---------- Data ----------

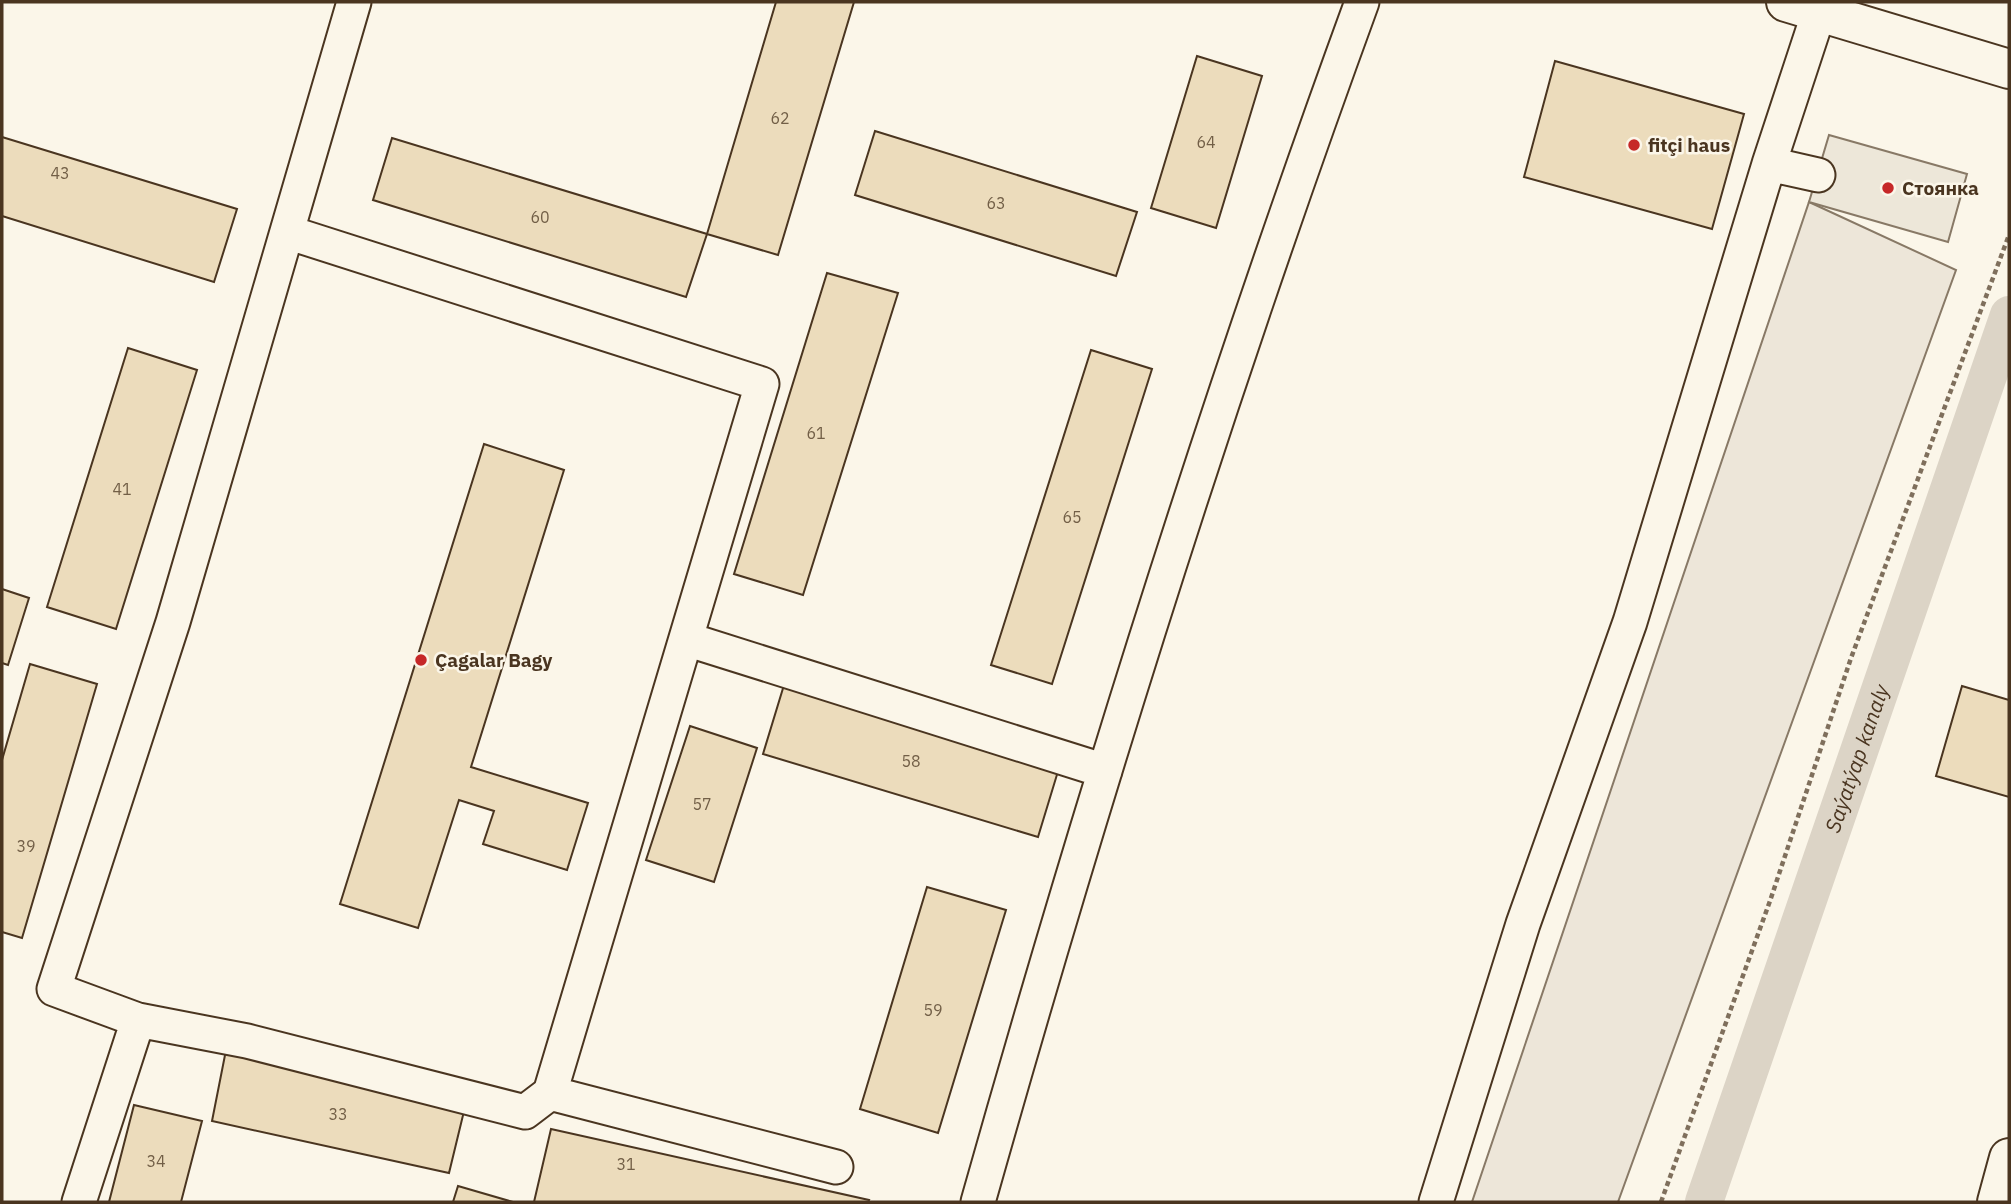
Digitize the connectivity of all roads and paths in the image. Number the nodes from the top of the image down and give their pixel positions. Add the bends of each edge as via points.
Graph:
1 (354, 2) edge
2 (1362, 2) edge
3 (1802, 7) edge
4 (2009, 69) edge
5 (1769, 164) junction
6 (1818, 174) dead end
7 (287, 232) junction
8 (2009, 235) edge
9 (686, 639) junction
10 (1105, 771) junction
11 (138, 1020) junction
12 (550, 1093) junction
13 (2009, 1158) edge
14 (836, 1167) dead end
15 (79, 1202) edge
16 (978, 1202) edge
17 (1436, 1202) edge
18 (1661, 1202) edge
19 (1997, 1202) edge

1 - 7 street
2 - 10 street via 1285,214
3 - 4 street
3 - 5 street
5 - 6 street
5 - 17 street via 1630,622 1522,924
7 - 9 street via 762,384
7 - 11 street via 173,622 54,989
8 - 18 path via 1851,658 1770,901
9 - 10 street
9 - 12 street
10 - 16 street
11 - 12 street via 247,1041 526,1112
11 - 15 street
12 - 14 street
13 - 19 street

----------

Task item.
Could you output all the entries above exactly as written, leaving out the pictures?

Task result.
Digitize the connectivity of all roads and paths in the image. Number the nodes from the top of the image down and give their pixel positions. Add the bends of each edge as via points.
Graph:
1 (354, 2) edge
2 (1362, 2) edge
3 (1802, 7) edge
4 (2009, 69) edge
5 (1769, 164) junction
6 (1818, 174) dead end
7 (287, 232) junction
8 (2009, 235) edge
9 (686, 639) junction
10 (1105, 771) junction
11 (138, 1020) junction
12 (550, 1093) junction
13 (2009, 1158) edge
14 (836, 1167) dead end
15 (79, 1202) edge
16 (978, 1202) edge
17 (1436, 1202) edge
18 (1661, 1202) edge
19 (1997, 1202) edge

1 - 7 street
2 - 10 street via 1285,214
3 - 4 street
3 - 5 street
5 - 6 street
5 - 17 street via 1630,622 1522,924
7 - 9 street via 762,384
7 - 11 street via 173,622 54,989
8 - 18 path via 1851,658 1770,901
9 - 10 street
9 - 12 street
10 - 16 street
11 - 12 street via 247,1041 526,1112
11 - 15 street
12 - 14 street
13 - 19 street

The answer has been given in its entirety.